-- Instructions to follow --
Among the lines of data below, reproduce only those from the one with "c.set_font_options(options)" through the one with "c.show_text(ch)", exactly as they stand, both ends included.

-- Material to process --
BEGIN

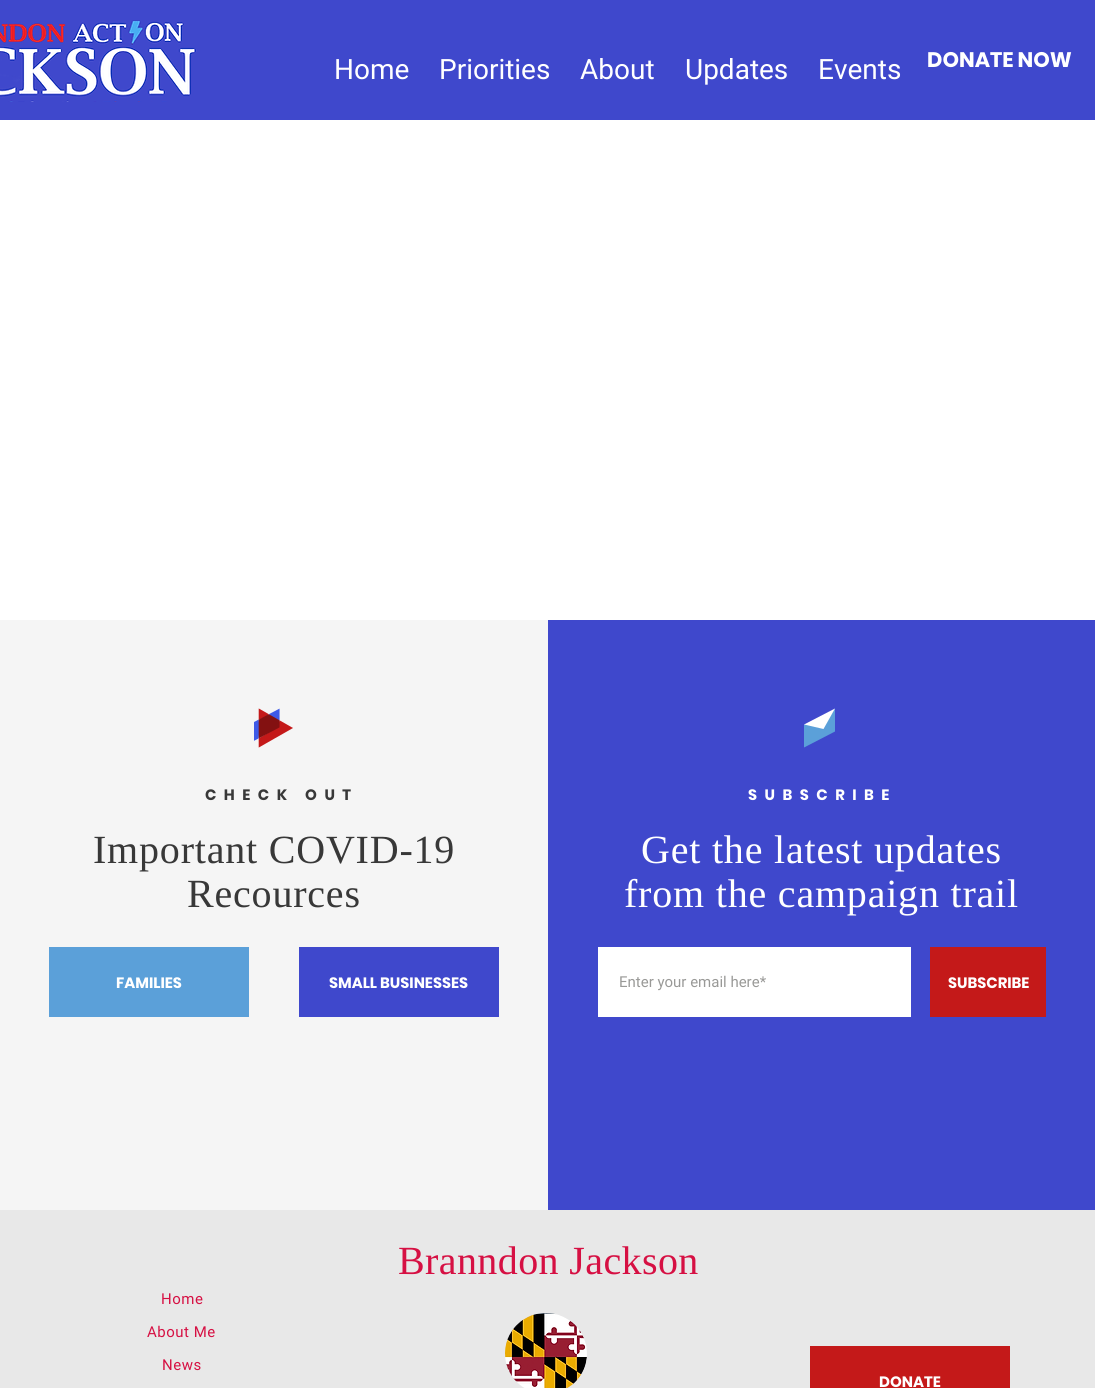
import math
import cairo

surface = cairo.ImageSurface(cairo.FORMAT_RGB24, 1095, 1388)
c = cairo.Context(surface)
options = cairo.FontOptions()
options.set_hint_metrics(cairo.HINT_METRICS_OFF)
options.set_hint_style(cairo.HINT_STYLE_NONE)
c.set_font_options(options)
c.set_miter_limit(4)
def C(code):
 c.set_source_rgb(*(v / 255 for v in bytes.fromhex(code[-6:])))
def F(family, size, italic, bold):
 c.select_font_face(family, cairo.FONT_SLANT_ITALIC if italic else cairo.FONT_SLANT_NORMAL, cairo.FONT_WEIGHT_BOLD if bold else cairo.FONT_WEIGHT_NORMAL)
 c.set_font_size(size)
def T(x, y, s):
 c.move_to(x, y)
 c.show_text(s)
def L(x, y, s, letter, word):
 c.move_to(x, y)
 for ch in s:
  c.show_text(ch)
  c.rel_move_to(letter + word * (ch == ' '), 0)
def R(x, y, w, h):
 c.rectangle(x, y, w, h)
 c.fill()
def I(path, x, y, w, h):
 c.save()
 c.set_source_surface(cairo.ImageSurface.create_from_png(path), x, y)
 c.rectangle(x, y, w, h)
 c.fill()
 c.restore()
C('ffffff')
c.paint()
C('3f48cc')
R(0,0,1095,120)
I('1.png',0,20,197,82)
F('Roboto',28,0,0)
C('ffffff')
T(334,79,'Home')
T(439,79,'Priorities')
T(580,79,'About')
T(685,79,'Updates')
T(818,79,'Events')
F('Poppins',21,0,1)
T(927,67,'DONATE NOW')
C('f5f5f5')
R(0,620,548,590)
I('2.png',254,708,39,40)
F('Poppins',15,0,1)
C('383838')
L(205,800,'CHECK OUT',7.5,0)
F('Liberation Serif',40,0,0)
L(93,863,'Important COVID-19',.8,0)
L(187,907,'Recources',.8,0)
C('5ba0d9')
R(49,947,200,70)
F('Poppins',15,0,1)
C('ffffff')
T(116,988,'FAMILIES')
C('3f48cc')
R(299,947,200,70)
C('ffffff')
T(329,988,'SMALL BUSINESSES')
C('3f48cc')
R(548,620,547,590)
C('5ba0d9')
c.new_path()
c.move_to(804,724.5)
c.line_to(804,747.5)
c.line_to(835,731.5)
c.line_to(835,708.5)
c.line_to(822.5,725)
c.close_path()
c.fill()
C('ffffff')
c.new_path()
c.move_to(823.5,729)
c.line_to(835,708.5)
c.line_to(804,724.5)
c.close_path()
c.fill()
L(748,800,'SUBSCRIBE',7.5,0)
F('Liberation Serif',40,0,0)
L(641,863,'Get the latest updates',.8,0)
L(624,907,'from the campaign trail',.8,0)
R(598,947,313,70)
F('Roboto',15,0,0)
C('999997')
T(619,987,'Enter your email here*')
C('c41919')
R(930,947,116,70)
F('Poppins',15,0,1)
C('ffffff')
T(948,988,'SUBSCRIBE')
C('e8e8e8')
R(0,1210,1095,178)
F('Liberation Serif',40,0,0)
C('d61043')
L(398,1274,'Branndon Jackson',.4,0)
I('3.png',505,1313,82,75)
F('Roboto',15,0,0)
L(161,1304,'Home',.5,0)
L(147,1337,'About Me',.5,0)
L(162,1370,'News',.5,0)
C('c41919')
R(810,1346,200,42)
F('Poppins',15,0,1)
C('ffffff')
T(879,1387,'DONATE')
surface.write_to_png('o.png')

END

-- Written answer --
c.set_font_options(options)
c.set_miter_limit(4)
def C(code):
 c.set_source_rgb(*(v / 255 for v in bytes.fromhex(code[-6:])))
def F(family, size, italic, bold):
 c.select_font_face(family, cairo.FONT_SLANT_ITALIC if italic else cairo.FONT_SLANT_NORMAL, cairo.FONT_WEIGHT_BOLD if bold else cairo.FONT_WEIGHT_NORMAL)
 c.set_font_size(size)
def T(x, y, s):
 c.move_to(x, y)
 c.show_text(s)
def L(x, y, s, letter, word):
 c.move_to(x, y)
 for ch in s:
  c.show_text(ch)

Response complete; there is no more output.